The role of particle interactions in a many-body model of Feshbach molecular formation in bosonic systems

TL;DR

This paper explores how particle interactions affect Feshbach molecular formation in bosonic systems, revealing suppressed efficiency, a maximum limit, and analytical formulas validated by numerical results.

Contribution

It introduces a generalized many-body model including various interactions and derives analytical expressions for conversion efficiency, highlighting interaction effects beyond two-body models.

Findings

Interaction suppresses molecular conversion efficiency.

Maximum efficiency ceiling exists for strong interactions.

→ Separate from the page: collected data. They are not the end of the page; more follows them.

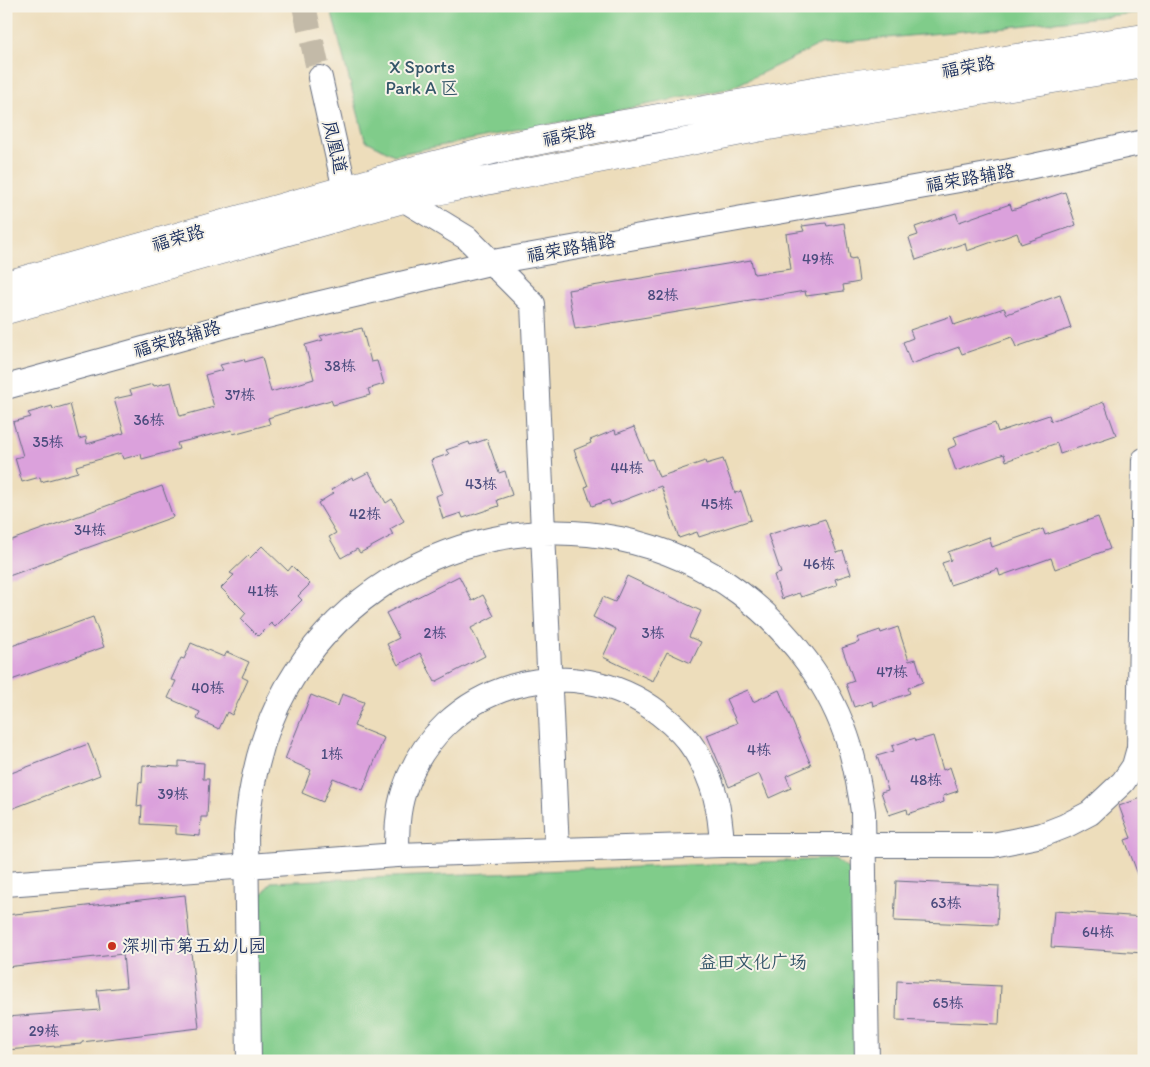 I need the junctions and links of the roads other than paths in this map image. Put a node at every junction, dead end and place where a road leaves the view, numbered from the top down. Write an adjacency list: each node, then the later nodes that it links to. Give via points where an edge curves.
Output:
1 (1144, 38): 6 (main road, 福荣路, via 842,86 501,148)
2 (1144, 64): 5 (main road, 福荣路, via 748,130)
3 (320, 78): 6 (street, 凤凰道)
4 (1144, 142): 7 (street, 福荣路辅路, via 1010,171)
5 (403, 199): 6 (main road, 福荣路); 7 (street, via 467,238)
6 (348, 202): 8 (main road, 福荣路); 9 (main road, 福荣路)
7 (493, 262): 10 (street, 福荣路辅路, via 233,324); 12 (street, via 533,304)
8 (6, 285)
9 (6, 310)
10 (6, 387)
11 (1144, 460): 15 (street, via 1139,748 1134,766 1123,782 1090,813 1066,826 1020,841 993,845)
12 (543, 532): 13 (street); 15 (street, via 620,538 656,548 725,582 783,631 823,685 844,731 858,779); 18 (street, via 481,541 423,562 369,594 324,636 287,687 262,744 248,804)
13 (550, 679): 14 (street, via 583,680 616,688 647,703 674,724 695,750 711,780 720,813); 16 (street); 17 (street, via 517,684 487,695 459,712 436,735 417,762 404,791 397,823)
14 (722, 845): 15 (street); 16 (street)
15 (864, 845): 21 (street)
16 (557, 850): 17 (street)
17 (397, 855): 18 (street)
18 (247, 866): 19 (street); 20 (street)
19 (6, 884)
20 (249, 1061)
21 (867, 1061) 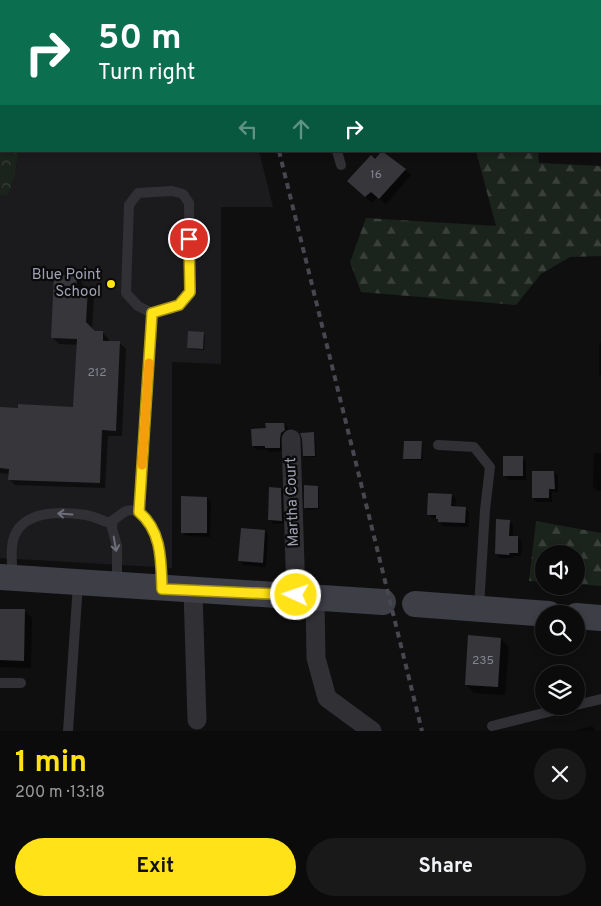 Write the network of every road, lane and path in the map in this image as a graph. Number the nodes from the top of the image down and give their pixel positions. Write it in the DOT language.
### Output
graph roads {
  1 [pos="337,152"];
  2 [pos="341,165"];
  3 [pos="152,313"];
  4 [pos="291,439"];
  5 [pos="438,445"];
  6 [pos="139,512"];
  7 [pos="112,524"];
  8 [pos="6,578"];
  9 [pos="78,583"];
  10 [pos="117,585"];
  11 [pos="162,589"];
  12 [pos="193,591"];
  13 [pos="305,596"];
  14 [pos="383,602"];
  15 [pos="414,604"];
  16 [pos="478,608"];
  17 [pos="535,613"];
  18 [pos="585,617"];
  19 [pos="601,618"];
  20 [pos="0,683"];
  21 [pos="21,683"];
  22 [pos="601,699"];
  23 [pos="585,703"];
  24 [pos="536,715"];
  25 [pos="492,726"];
  26 [pos="200,727"];
  27 [pos="68,731"];
  28 [pos="372,731"];
  1 -- 2 [label="lane"];
  3 -- 3 [label="lane"];
  3 -- 6 [label="lane"];
  4 -- 13 [label="street, Martha Court"];
  5 -- 16 [label="lane"];
  6 -- 7 [label="lane"];
  6 -- 11 [label="lane"];
  7 -- 8 [label="lane, one-way"];
  7 -- 10 [label="lane, one-way"];
  8 -- 9 [label="street"];
  9 -- 10 [label="street"];
  9 -- 27 [label="lane"];
  10 -- 11 [label="street"];
  11 -- 12 [label="street"];
  12 -- 13 [label="street"];
  12 -- 26 [label="street"];
  13 -- 14 [label="street"];
  13 -- 28 [label="street, Martha Court"];
  15 -- 16 [label="street"];
  16 -- 17 [label="street"];
  18 -- 19 [label="street"];
  20 -- 21 [label="lane"];
  22 -- 23 [label="lane"];
  24 -- 25 [label="lane"];
}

Analytical formulas match numerical simulations.

Abstract

In this paper, we investigate the atom-molecule conversion dynamics of a generalized many-body model that includes the atom-atom, atom-molecule, and molecule-molecule interactions, emphasizing the efficiency of the Feshbach molecular formation. We show that the picture of two-body molecular production depicted by the Landau-Zener model is significantly altered: The energy levels are dramatically distorted and the conversion efficiency is suppressed by the particle interactions. According to the rule of constant action and with the help of phase-space analysis, we derive an analytical expression for the conversion efficiency in the adiabatic limit. It shows a ceiling for the conversion efficiency when the interaction strength is larger than a critical value. We further derive a closed equation for the conversion efficiency with the stationary phase approximation. In the sudden limit, the conversion efficiency is twice that predicted by the two-body Landau-Zener formula. Our analytical formula has been confirmed by numerical calculations.